Whether it’s an ode to niceness offered in a rap song or a play inspired by construction workers, four young men reflect on positive ways to incarnate a new masculinity for future generations.
By Maxime Beauregard-Martin
Pile up feminine conquests, make lots of money, and know how to handle your fists: into his adulthood, Charles Fournier, 32, cultivated this archetypical vision of what it means to be a man. “I never paid compliments to my friends, because I was convinced that it was a sign of weakness, that it placed me in a position of inferiority,” recalls this author and actor.
It was an ideal of masculinity he inherited from his family, one that crystalized with his contacts with work colleagues during his first career, on construction sites.
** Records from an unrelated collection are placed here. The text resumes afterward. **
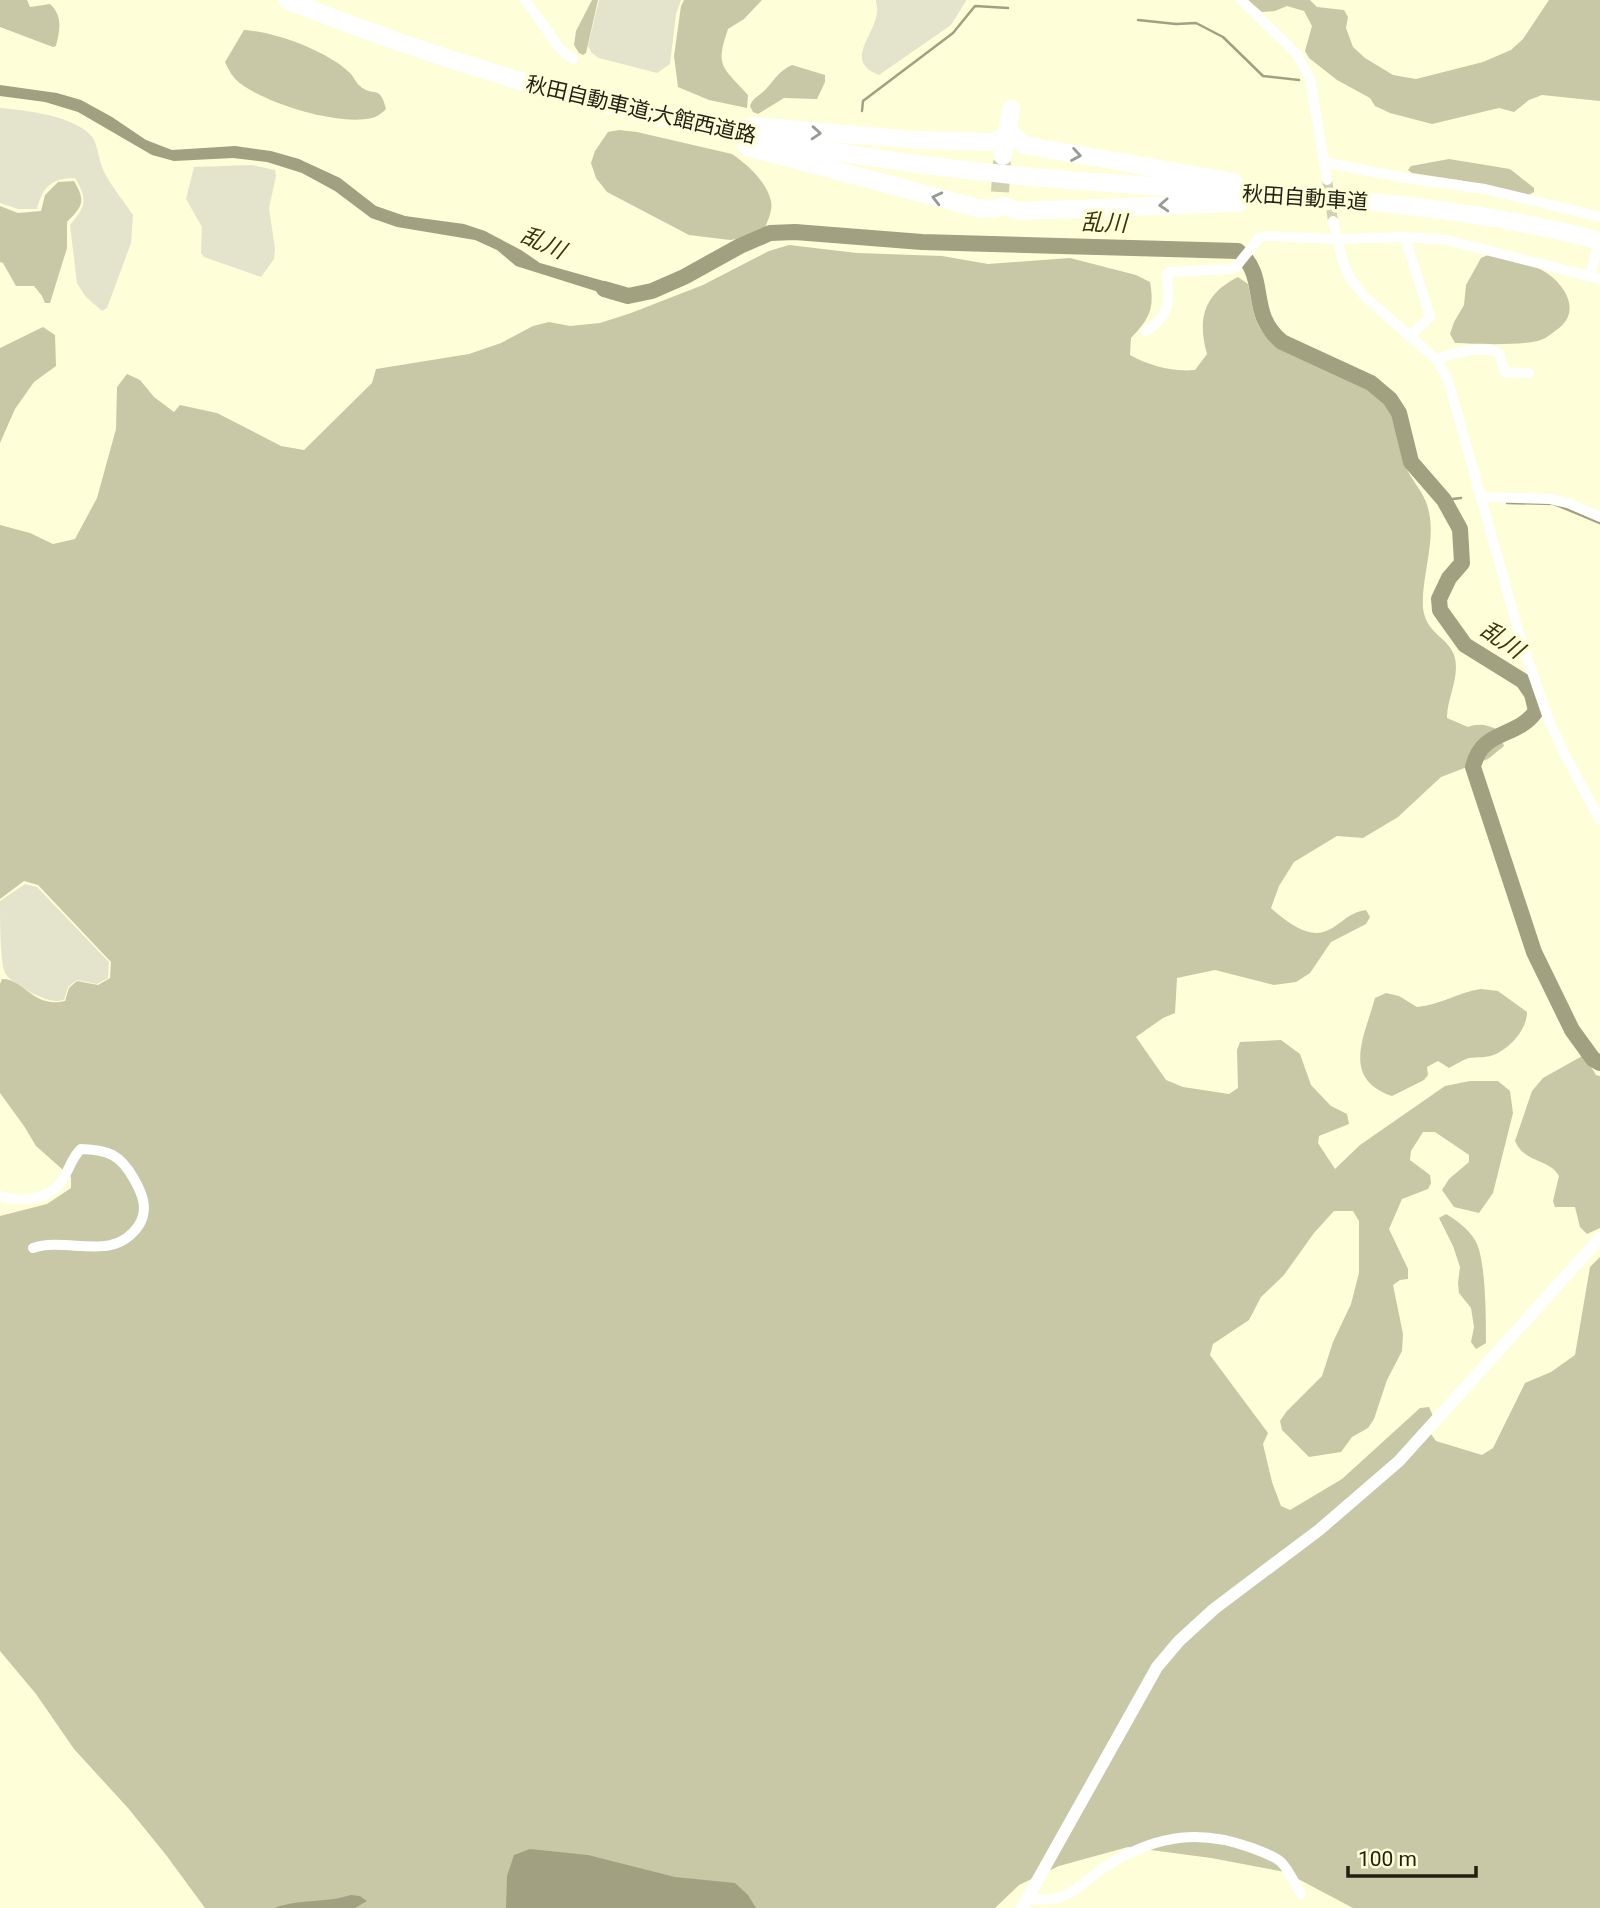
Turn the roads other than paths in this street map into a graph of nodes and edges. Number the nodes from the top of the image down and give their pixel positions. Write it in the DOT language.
graph roads {
  1 [pos="288,0"];
  2 [pos="526,0"];
  3 [pos="1241,0"];
  4 [pos="573,59"];
  5 [pos="603,104"];
  6 [pos="1013,109"];
  7 [pos="1010,135"];
  8 [pos="1007,156"];
  9 [pos="1324,162"];
  10 [pos="1007,174"];
  11 [pos="1327,180"];
  12 [pos="1379,203"];
  13 [pos="1600,217"];
  14 [pos="1333,220"];
  15 [pos="1405,237"];
  16 [pos="1337,239"];
  17 [pos="1598,245"];
  18 [pos="1595,278"];
  19 [pos="1146,331"];
  20 [pos="1410,336"];
  21 [pos="1436,359"];
  22 [pos="1529,373"];
  23 [pos="1482,497"];
  24 [pos="1600,517"];
  25 [pos="1600,820"];
  26 [pos="0,1196"];
  27 [pos="1600,1238"];
  28 [pos="33,1248"];
  29 [pos="1301,1894"];
  30 [pos="1025,1904"];
  1 -- 5 [label="highway, 秋田自動車道;大館西道路"];
  2 -- 4 [label="street"];
  3 -- 9 [label="street"];
  5 -- 7 [label="highway, one-way"];
  5 -- 10 [label="highway, 秋田自動車道;大館西道路"];
  12 -- 5 [label="highway, one-way"];
  6 -- 7 [label="highway"];
  7 -- 8 [label="highway"];
  7 -- 12 [label="highway, one-way"];
  9 -- 11 [label="street"];
  9 -- 13 [label="street"];
  10 -- 12 [label="highway, 秋田自動車道"];
  12 -- 17 [label="highway, 秋田自動車道"];
  14 -- 16 [label="street"];
  15 -- 16 [label="street"];
  15 -- 18 [label="street"];
  15 -- 20 [label="street"];
  16 -- 19 [label="street"];
  16 -- 20 [label="street"];
  17 -- 18 [label="street"];
  20 -- 21 [label="street"];
  21 -- 22 [label="street"];
  21 -- 23 [label="street"];
  23 -- 24 [label="street"];
  23 -- 25 [label="street"];
  26 -- 28 [label="street"];
  27 -- 30 [label="street"];
  29 -- 30 [label="street"];
}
But all these certainties came tumbling down in his mid-20s, when his father was about to die. “He did a lot of work on himself,” Fournier says. “And as he worked on himself, I realized that my behaviour could be destructive to me and to others.”
His father suddenly started talking to him about love, taking him in his arms, and crying. “In the beginning, I was really ill at ease! It was completely the opposite of my definition of strength. But now I realize that I never saw my father be stronger than when he was crying.”
With his play Foreman, Fournier wants to hold a mirror up to the men he has met in his life. Through his working-class characters, the young author reflects on masculinity by portraying men’s fragility hidden behind steely façades. “Today, I’m not quite sure what that means, being a man, and that’s okay, I think,” he sighs. “And the last thing I want is to tell people what to do… But for right now, toxic masculinity does others harm.”
It’s a violence that sometimes leads young girls and women to an aversion to forming a heterosexual couple, observes Jean-Baptiste Reysset, 30, a father: “My wife and I have remarked that many teen girls we know are going through something like heterophobia. With everything we now know about the status of women, some are uneasy about being hetero. They say that if they get involved in a heterosexual union, they’re necessarily going to end up in a toxic relationship and experience violence.”
Laughing to Think
Stuck without any resources to offer these young women, Reysset and his wife decided to document their couple’s dynamic on their blog À fleur de poil (on hair’s edge). He writes in pink; she writes in blue. Together they track the stereotypes that make up a hetero relationship.
In the form of a dialogue, they search for solutions to problems ranging from an equal sharing of the contraceptive burden to paid maternity/paternity leave.
“It’s a tool for analyzing toxic behaviour using self-mockery,” he says.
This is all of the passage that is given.